Avec une case vide majeure, les femmes. “Pas d’accord. Dans tous ces récits, la femme est partout et nulle part. Beaucoup d’hommes rencontrés m’ont dit ‘je viens ici pour chercher des nanas’. Et ils tombent sur des hommes qui remplacent les femmes, jusqu’à se parer de leurs vêtements ou sous-vêtements. Autant dire une représentation très masculine de la féminité, sur fond souvent d’une misère sexuelle intense.”

Explorer sa nature

Dans le dispositif des lieux de drague, le plein air est-il un élément important ? “Fondamental ! Le rapport à la nature, au vent, aux arbres, aux animaux qui s’affairent la nuit, des oiseaux, des sangliers. Il y a des dragueurs noctambules qui viennent avec leur chien. Certes comme prétexte pour s’absenter – faire pisser le clebs –, mais aussi pour fomenter un duo homme-animal. J’ai connu un type qui vocalisait avec son chien. Dans la nature, on explore sa propre nature, on tisse un lien entre la topographie d’un lieu et la géographie de ses désirs. Moi-même, il a fallu que j’adapte mon emploi du temps – boulot, courses au supermarché, soirées entre amis – pour y intégrer mes échappées nocturnes.
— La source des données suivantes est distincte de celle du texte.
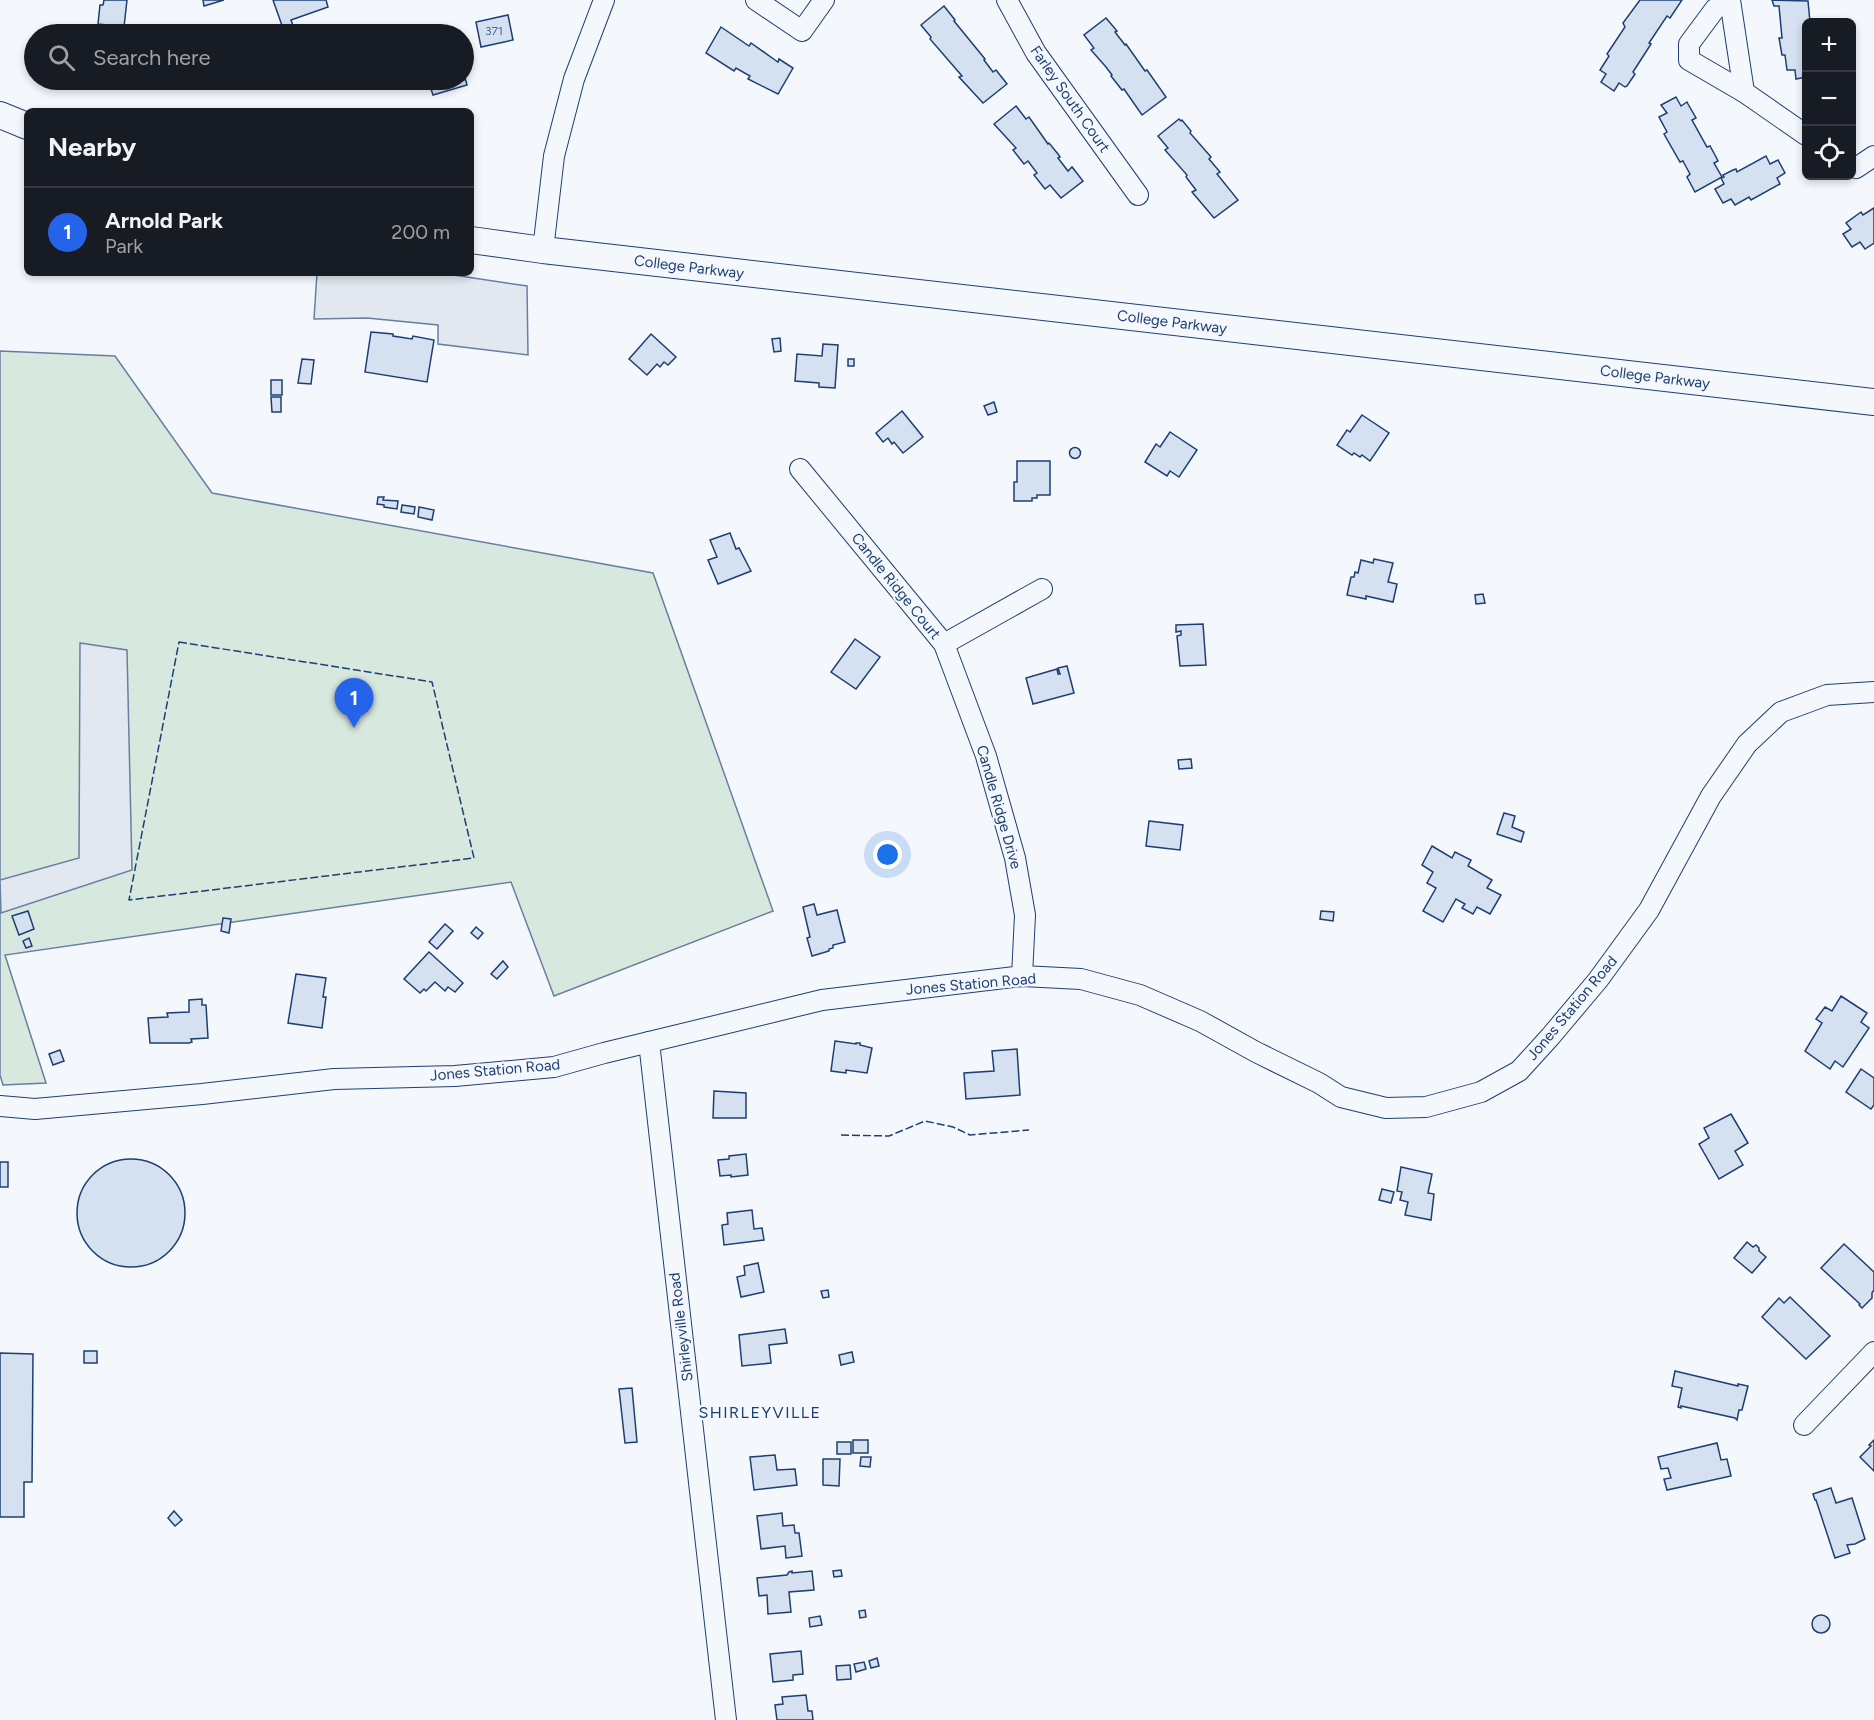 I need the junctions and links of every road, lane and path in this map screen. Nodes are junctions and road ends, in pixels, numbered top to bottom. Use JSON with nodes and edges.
{"nodes":[{"id":1,"x":756,"y":0,"type":"edge"},
{"id":2,"x":824,"y":0,"type":"edge"},
{"id":3,"x":1007,"y":0,"type":"edge"},
{"id":4,"x":1729,"y":0,"type":"edge"},
{"id":5,"x":600,"y":1,"type":"edge"},
{"id":6,"x":1744,"y":92,"type":"junction"},
{"id":7,"x":0,"y":115,"type":"edge"},
{"id":8,"x":24,"y":125,"type":"edge"},
{"id":9,"x":1802,"y":132,"type":"edge"},
{"id":10,"x":1874,"y":156,"type":"edge"},
{"id":11,"x":1856,"y":168,"type":"edge"},
{"id":12,"x":1138,"y":195,"type":"dead end"},
{"id":13,"x":474,"y":240,"type":"edge"},
{"id":14,"x":543,"y":250,"type":"junction"},
{"id":15,"x":1874,"y":402,"type":"edge"},
{"id":16,"x":800,"y":469,"type":"dead end"},
{"id":17,"x":1042,"y":590,"type":"dead end"},
{"id":18,"x":944,"y":644,"type":"junction"},
{"id":19,"x":1874,"y":692,"type":"edge"},
{"id":20,"x":1022,"y":976,"type":"junction"},
{"id":21,"x":649,"y":1042,"type":"junction"},
{"id":22,"x":0,"y":1106,"type":"edge"},
{"id":23,"x":1874,"y":1352,"type":"edge"},
{"id":24,"x":1804,"y":1425,"type":"dead end"},
{"id":25,"x":726,"y":1720,"type":"edge"}],
"edges":[{"from":1,"to":2,"type":"street"},
{"from":3,"to":12,"type":"street","name":"Farley South Court"},
{"from":4,"to":6,"type":"street"},
{"from":4,"to":6,"type":"street"},
{"from":5,"to":14,"type":"street"},
{"from":6,"to":9,"type":"street"},
{"from":7,"to":8,"type":"main road"},
{"from":10,"to":11,"type":"street"},
{"from":13,"to":14,"type":"main road","name":"College Parkway"},
{"from":14,"to":15,"type":"main road","name":"College Parkway"},
{"from":16,"to":18,"type":"street","name":"Candle Ridge Court"},
{"from":17,"to":18,"type":"street","name":"Candle Ridge Court"},
{"from":18,"to":20,"type":"street","name":"Candle Ridge Drive"},
{"from":19,"to":20,"type":"street","name":"Jones Station Road"},
{"from":20,"to":21,"type":"street","name":"Jones Station Road"},
{"from":21,"to":22,"type":"street","name":"Jones Station Road"},
{"from":21,"to":25,"type":"street","name":"Shirleyville Road"},
{"from":23,"to":24,"type":"street"}]}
J’y pensais tout le temps. ‘Tiens, la nuit est belle, et si avant de rentrer chez moi, je faisais un petit crochet…’”

Adrien Le Bot étant le narrateur des autres, se sent-il plus qualifié ? “Mon but n’est pas de faire parler des gens qui ne parlent pas ou d’être leur porte-parole. D’où la relative mise en fiction de leurs propos. Je me sens comme le cartographe de leurs pulsions, le metteur en scène de leurs personnages, plus que le biographe de leur personne.” Il nous vient à cet égard que Tu cherches quoi ? pourrait devenir une pièce de théâtre.

Au fait, pourquoi ce titre ? “C’est la première question qu’on me posait lors de mes rencontres. C’est une question un peu innocente. On cherche, je cherche, quelque chose, mais quoi ? C’est aussi une question dont j’aimerais qu’elle se retourne vers mon lectorat. Qu’est-ce qui alimente votre curiosité ? Qu’est-ce qui vous dérange dans toutes ces histoires, qu’est-ce qui vous fait rêver ? C’est un récit en marge. La marge, disait Godard, c’est ce qui fait tenir les pages d’un livre.”

Tu cherches quoi ? d’Adrien Le Bot (Allia/“Petite Collection”), 128 p., 10 . En librairie le 22 août.